[Stored data entries]
┏━━

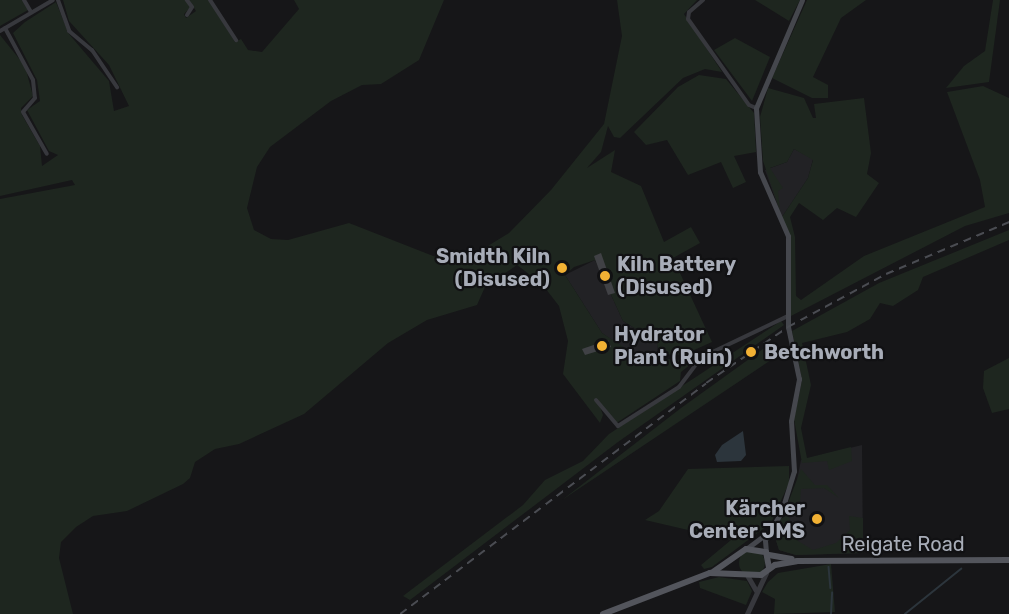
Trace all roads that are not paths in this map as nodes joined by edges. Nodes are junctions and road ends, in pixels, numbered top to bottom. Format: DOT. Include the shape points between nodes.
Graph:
graph roads {
  1 [pos="24,0"];
  2 [pos="52,0"];
  3 [pos="58,0"];
  4 [pos="187,0"];
  5 [pos="210,0"];
  6 [pos="703,0"];
  7 [pos="802,0"];
  8 [pos="31,12"];
  9 [pos="187,15"];
  10 [pos="5,28"];
  11 [pos="0,31"];
  12 [pos="236,40"];
  13 [pos="117,87"];
  14 [pos="756,108"];
  15 [pos="47,154"];
  16 [pos="788,315"];
  17 [pos="596,400"];
  18 [pos="769,531"];
  19 [pos="746,549"];
  20 [pos="767,553"];
  21 [pos="736,556"];
  22 [pos="1009,560"];
  23 [pos="797,561"];
  24 [pos="768,570"];
  25 [pos="710,573"];
  26 [pos="738,573"];
  27 [pos="748,576"];
  28 [pos="756,590"];
  29 [pos="603,614"];
  30 [pos="747,614"];
  1 -- 8 [label="street"];
  2 -- 8 [label="street"];
  3 -- 13 [label="street" via="69,31 92,50"];
  4 -- 9 [label="street" via="192,7"];
  5 -- 12 [label="street"];
  6 -- 14 [label="street" via="689,12 688,19 749,105"];
  7 -- 14 [label="main road"];
  8 -- 10 [label="street"];
  10 -- 11 [label="street"];
  10 -- 15 [label="street" via="33,80 35,98 23,112"];
  14 -- 16 [label="main road" via="760,172 788,236"];
  16 -- 17 [label="street" via="702,357 679,387 618,426"];
  16 -- 18 [label="main road" via="799,379 790,421 795,471"];
  18 -- 19 [label="main road"];
  18 -- 20 [label="main road"];
  19 -- 20 [label="main road"];
  19 -- 21 [label="main road"];
  20 -- 23 [label="main road, Reigate Road"];
  20 -- 24 [label="main road"];
  21 -- 25 [label="main road"];
  21 -- 26 [label="main road"];
  22 -- 23 [label="main road, Reigate Road"];
  23 -- 24 [label="main road, Reigate Road"];
  24 -- 27 [label="main road"];
  24 -- 28 [label="street"];
  25 -- 26 [label="main road"];
  25 -- 29 [label="main road"];
  26 -- 27 [label="main road"];
  27 -- 28 [label="street"];
  28 -- 30 [label="street"];
}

┗━━

Task requirements -
Reproduce the data above verbatim, minus any images.

Your response -
Trace all roads that are not paths in this map as nodes joined by edges. Nodes are junctions and road ends, in pixels, numbered top to bottom. Format: DOT. Include the shape points between nodes.
Graph:
graph roads {
  1 [pos="24,0"];
  2 [pos="52,0"];
  3 [pos="58,0"];
  4 [pos="187,0"];
  5 [pos="210,0"];
  6 [pos="703,0"];
  7 [pos="802,0"];
  8 [pos="31,12"];
  9 [pos="187,15"];
  10 [pos="5,28"];
  11 [pos="0,31"];
  12 [pos="236,40"];
  13 [pos="117,87"];
  14 [pos="756,108"];
  15 [pos="47,154"];
  16 [pos="788,315"];
  17 [pos="596,400"];
  18 [pos="769,531"];
  19 [pos="746,549"];
  20 [pos="767,553"];
  21 [pos="736,556"];
  22 [pos="1009,560"];
  23 [pos="797,561"];
  24 [pos="768,570"];
  25 [pos="710,573"];
  26 [pos="738,573"];
  27 [pos="748,576"];
  28 [pos="756,590"];
  29 [pos="603,614"];
  30 [pos="747,614"];
  1 -- 8 [label="street"];
  2 -- 8 [label="street"];
  3 -- 13 [label="street" via="69,31 92,50"];
  4 -- 9 [label="street" via="192,7"];
  5 -- 12 [label="street"];
  6 -- 14 [label="street" via="689,12 688,19 749,105"];
  7 -- 14 [label="main road"];
  8 -- 10 [label="street"];
  10 -- 11 [label="street"];
  10 -- 15 [label="street" via="33,80 35,98 23,112"];
  14 -- 16 [label="main road" via="760,172 788,236"];
  16 -- 17 [label="street" via="702,357 679,387 618,426"];
  16 -- 18 [label="main road" via="799,379 790,421 795,471"];
  18 -- 19 [label="main road"];
  18 -- 20 [label="main road"];
  19 -- 20 [label="main road"];
  19 -- 21 [label="main road"];
  20 -- 23 [label="main road, Reigate Road"];
  20 -- 24 [label="main road"];
  21 -- 25 [label="main road"];
  21 -- 26 [label="main road"];
  22 -- 23 [label="main road, Reigate Road"];
  23 -- 24 [label="main road, Reigate Road"];
  24 -- 27 [label="main road"];
  24 -- 28 [label="street"];
  25 -- 26 [label="main road"];
  25 -- 29 [label="main road"];
  26 -- 27 [label="main road"];
  27 -- 28 [label="street"];
  28 -- 30 [label="street"];
}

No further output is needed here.